Introduction

Dry eye syndrome (DES) is a form of keratoconjunctivitis that causes a variety of symptoms including dryness, irritation, itching, burning and fluctuating vision as it affects the tear film and ocular surface. DES is associated with reduced vision-related quality of life1. It can be diagnosed by a variety of clinical tests including the Schirmer test, tear break-up time and vital staining of the ocular surface2. Based on the Physicians' Health Study and the Women's Health Study, it was estimated that at an age of 50 years and older 4.4% of all men (1.68 million) and 7.8% of all women (3.23 million) in the United States are affected3,4.

The review of the epidemiology of DES by the Tear Film and Ocular Surface Society (TFOS) revealed that the prevalence depends on sex (higher prevalences among women) and age (higher prevalences among the elderly)5. The Dutch population-based Lifelines cohort study including 79,866 participants showed that the DES prevalence as based on data of the first follow-up 2014–2017 is 3–5% and 8–13% within age groups below age 60 years among men and women, respectively so that DES is not just a problem for older people. Among the many factors studied in Lifelines, macular degeneration, glaucoma or ocular hypertension, allergic conjunctivitis, keratoconus, and cataract surgery were associated with an increased prevalence of DES6. There are only a few DES incidence studies. The U.S. Beaver Dam Eye Study that started baseline assessment in 1993 estimated a DES incidence of 13.3% over five years among Caucasians aged 48–91 years. The age-adjusted DES incidence was higher among women (25%) than men (17%) over a 10-year period7. The Twins UK Study estimated a DES incidence as defined by Women’s Health Study (WHS) criteria of 4.4% in females aged 20–87 years in a 2-year period8. There are several treatments for DES including artificial tears, anti-inflammatory medication and treatment of associated eyelid diseases.

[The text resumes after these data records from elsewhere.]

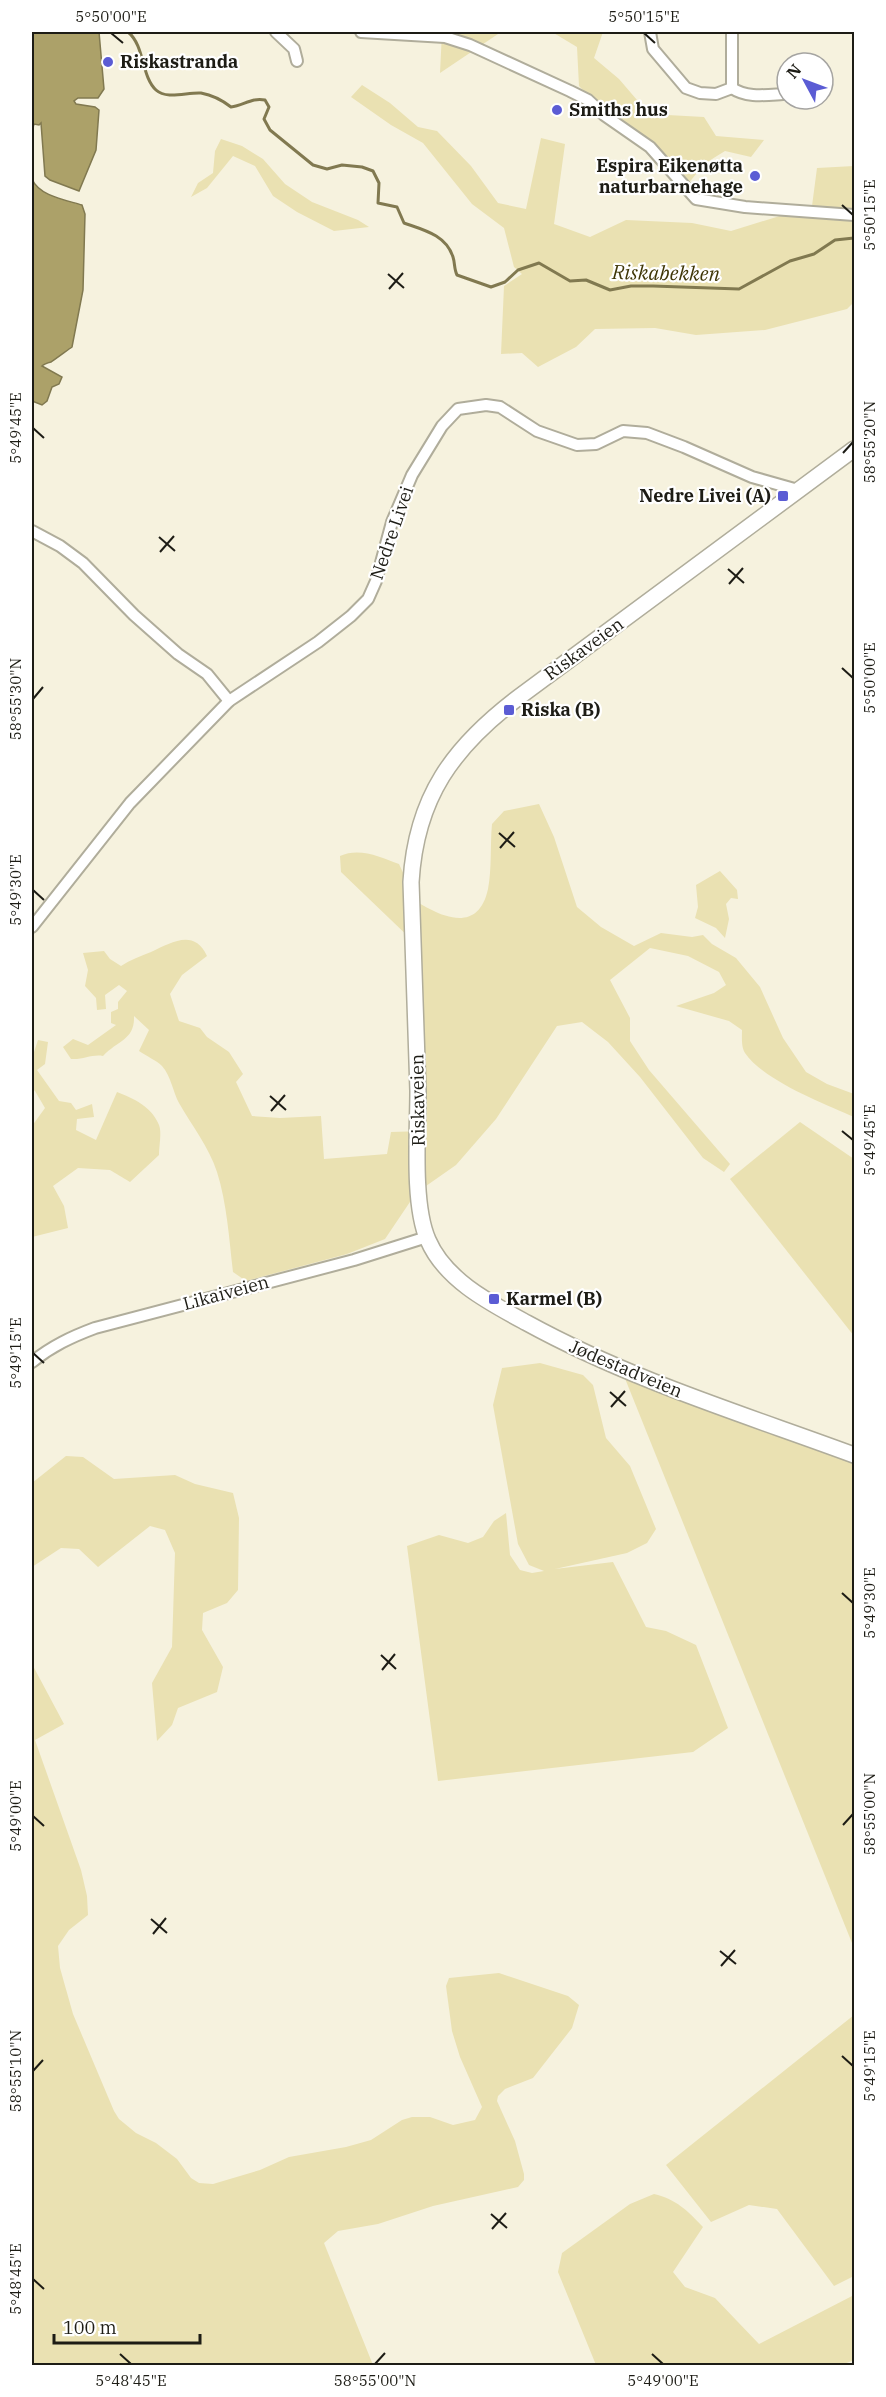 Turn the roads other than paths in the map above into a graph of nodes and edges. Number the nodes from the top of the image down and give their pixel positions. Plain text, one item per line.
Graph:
1 (276, 32) edge
2 (361, 32) edge
3 (650, 32) edge
4 (732, 32) edge
5 (297, 61) dead end
6 (732, 88) junction
7 (775, 94) edge
8 (855, 215) edge
9 (855, 449) edge
10 (798, 490) junction
11 (32, 531) edge
12 (229, 701) junction
13 (32, 927) edge
14 (427, 1237) junction
15 (32, 1362) edge
16 (855, 1455) edge

1 - 5 street
2 - 8 street
3 - 6 street
4 - 6 street
6 - 7 street
9 - 10 main road, Riskaveien
10 - 12 street, Nedre Livei
10 - 14 main road, Riskaveien
11 - 12 street
12 - 13 street, Nedre Livei
14 - 15 street, Likaiveien
14 - 16 main road, Jødestadveien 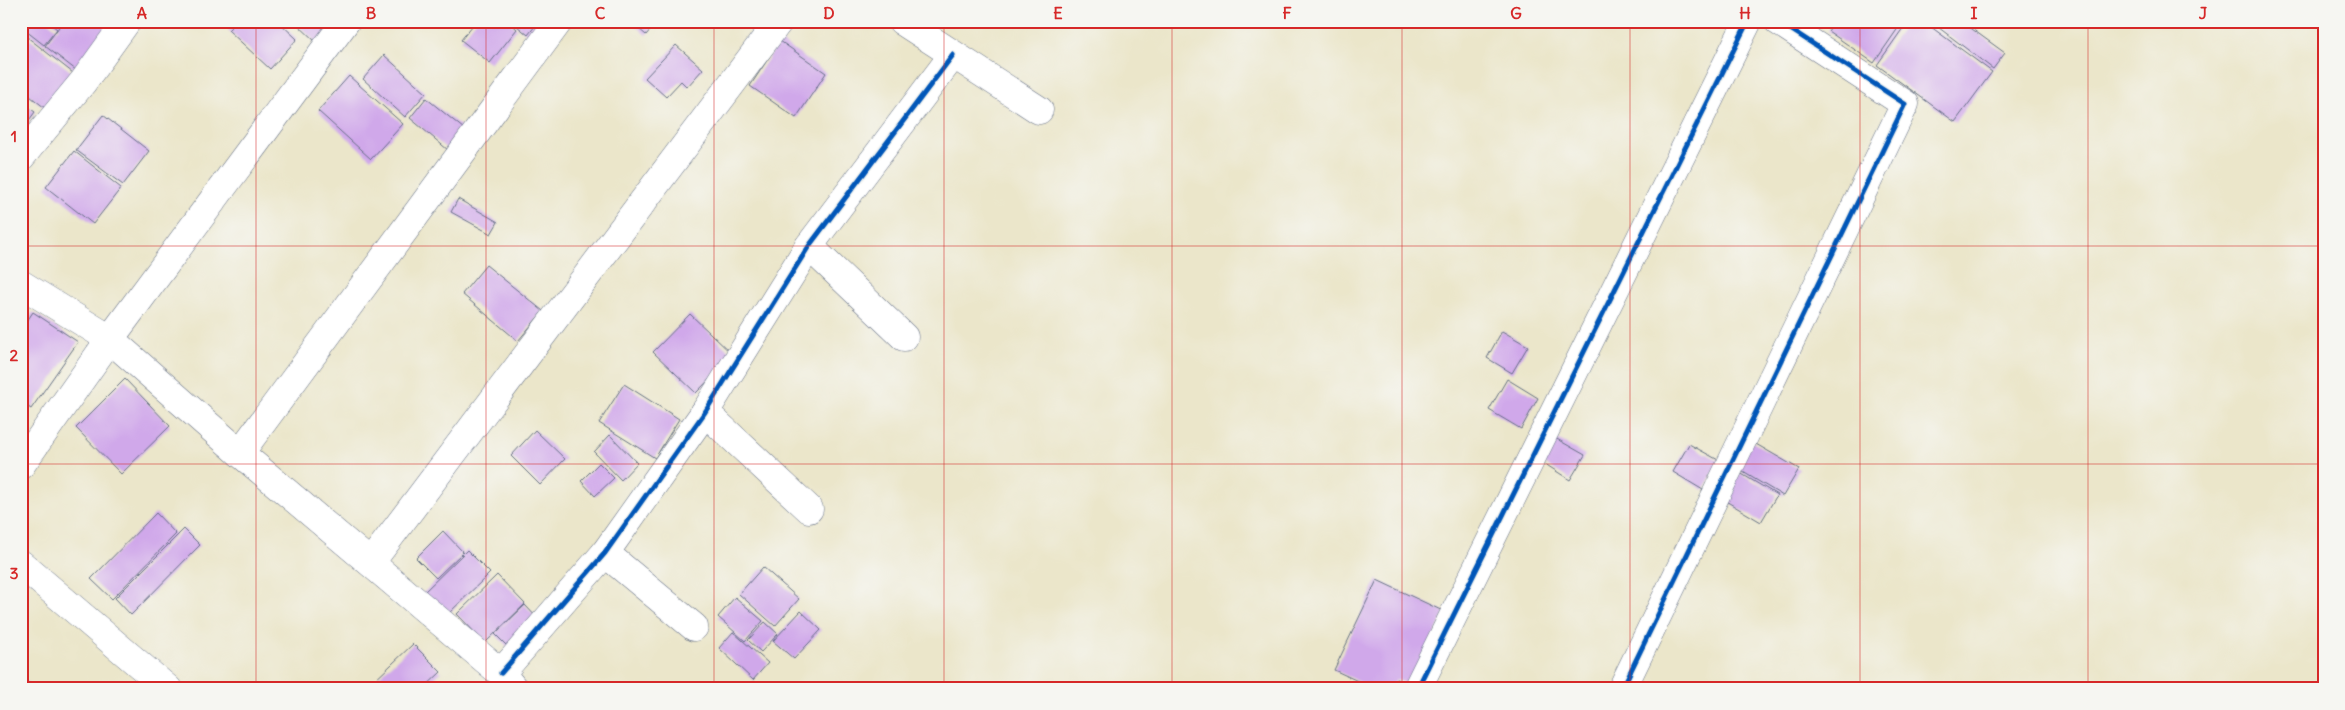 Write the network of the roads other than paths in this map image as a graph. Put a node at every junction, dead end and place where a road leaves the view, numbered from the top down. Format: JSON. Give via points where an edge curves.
{"nodes":[{"id":1,"x":126,"y":21,"type":"edge"},
{"id":2,"x":346,"y":21,"type":"edge"},
{"id":3,"x":559,"y":21,"type":"edge"},
{"id":4,"x":779,"y":21,"type":"edge"},
{"id":5,"x":902,"y":21,"type":"edge"},
{"id":6,"x":1748,"y":21,"type":"edge"},
{"id":7,"x":1778,"y":21,"type":"edge"},
{"id":8,"x":953,"y":55,"type":"junction"},
{"id":9,"x":1039,"y":110,"type":"dead end"},
{"id":10,"x":21,"y":157,"type":"edge"},
{"id":11,"x":809,"y":246,"type":"junction"},
{"id":12,"x":21,"y":284,"type":"edge"},
{"id":13,"x":904,"y":337,"type":"dead end"},
{"id":14,"x":110,"y":339,"type":"junction"},
{"id":15,"x":705,"y":412,"type":"junction"},
{"id":16,"x":240,"y":453,"type":"junction"},
{"id":17,"x":21,"y":465,"type":"edge"},
{"id":18,"x":809,"y":509,"type":"dead end"},
{"id":19,"x":605,"y":553,"type":"junction"},
{"id":20,"x":371,"y":562,"type":"junction"},
{"id":21,"x":21,"y":564,"type":"edge"},
{"id":22,"x":694,"y":627,"type":"dead end"},
{"id":23,"x":508,"y":681,"type":"edge"},
{"id":24,"x":168,"y":689,"type":"edge"},
{"id":25,"x":1417,"y":689,"type":"edge"},
{"id":26,"x":1622,"y":689,"type":"edge"}],
"edges":[{"from":1,"to":10,"type":"street","via":[[83,82]]},
{"from":2,"to":14,"type":"street"},
{"from":3,"to":16,"type":"street"},
{"from":4,"to":20,"type":"street"},
{"from":5,"to":8,"type":"street"},
{"from":6,"to":25,"type":"street"},
{"from":7,"to":26,"type":"street","via":[[1905,104]]},
{"from":8,"to":9,"type":"street"},
{"from":8,"to":11,"type":"street"},
{"from":11,"to":13,"type":"street"},
{"from":11,"to":15,"type":"street"},
{"from":12,"to":14,"type":"street"},
{"from":14,"to":16,"type":"street"},
{"from":14,"to":17,"type":"street"},
{"from":15,"to":18,"type":"street"},
{"from":15,"to":19,"type":"street"},
{"from":16,"to":20,"type":"street"},
{"from":19,"to":22,"type":"street"},
{"from":19,"to":23,"type":"street"},
{"from":20,"to":23,"type":"street"},
{"from":21,"to":24,"type":"street"}]}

The only available estimates of the prevalence of DES in Germany come from an analysis of claims data from a single Statutory Health Insurance company, which included approximately 3.6 million insured persons aged 18 years and older between 2008 and 2015. The estimated prevalence in 2014 was 2.3%9. The aim of this study was to investigate the age- and sex-specific prevalence of DES in a population-based sample in north-western Germany. The association between pre-existing eye diseases and DES was also of interest.

Results

The mean age of the 2095 respondents was 74 years, ranging from 62 to 91 years. From the age of 87, the absolute number of study participants is small (Suppl. Fig. S1, Appendix). Overall, 31.5% had a DES. The prevalence of DES was almost 2.1-times higher in women than in men (men 20.4%, women 42.2%). Overall, 70.3% of the 625 subjects reported having been treated for DES in the previous 12 months (men 60.6%, women 74.9%). Regardless of the presence of DES, women were more likely to report feeling dry eyes and eye irritation. By far the most common self-reported eye condition confirmed by a physician was cataract (42.2%), followed by glaucoma (8.5%) and macular degeneration (5.4%). Women had a slightly higher prevalence of coexisting eye disease than men. Among the 625 subjects with DES, treatment by an ophthalmologist (with or without self-therapy) in the 12 months prior to the survey was the most frequently reported form of treatment (total 46.4%, men: 41.0%, women 49.0%). Men stated more frequently that they had not had any treatment in the last 12 months. Self-treatment alone took place in 17.8% of cases (men: 15.2%, women: 19.1%) (Table 1).

Table 1 Dry eyes syndrome and coexisting eye diseases among 2095 men and women of the Heinz Nixdorf Recall study, Germany, January 2018–September 2021.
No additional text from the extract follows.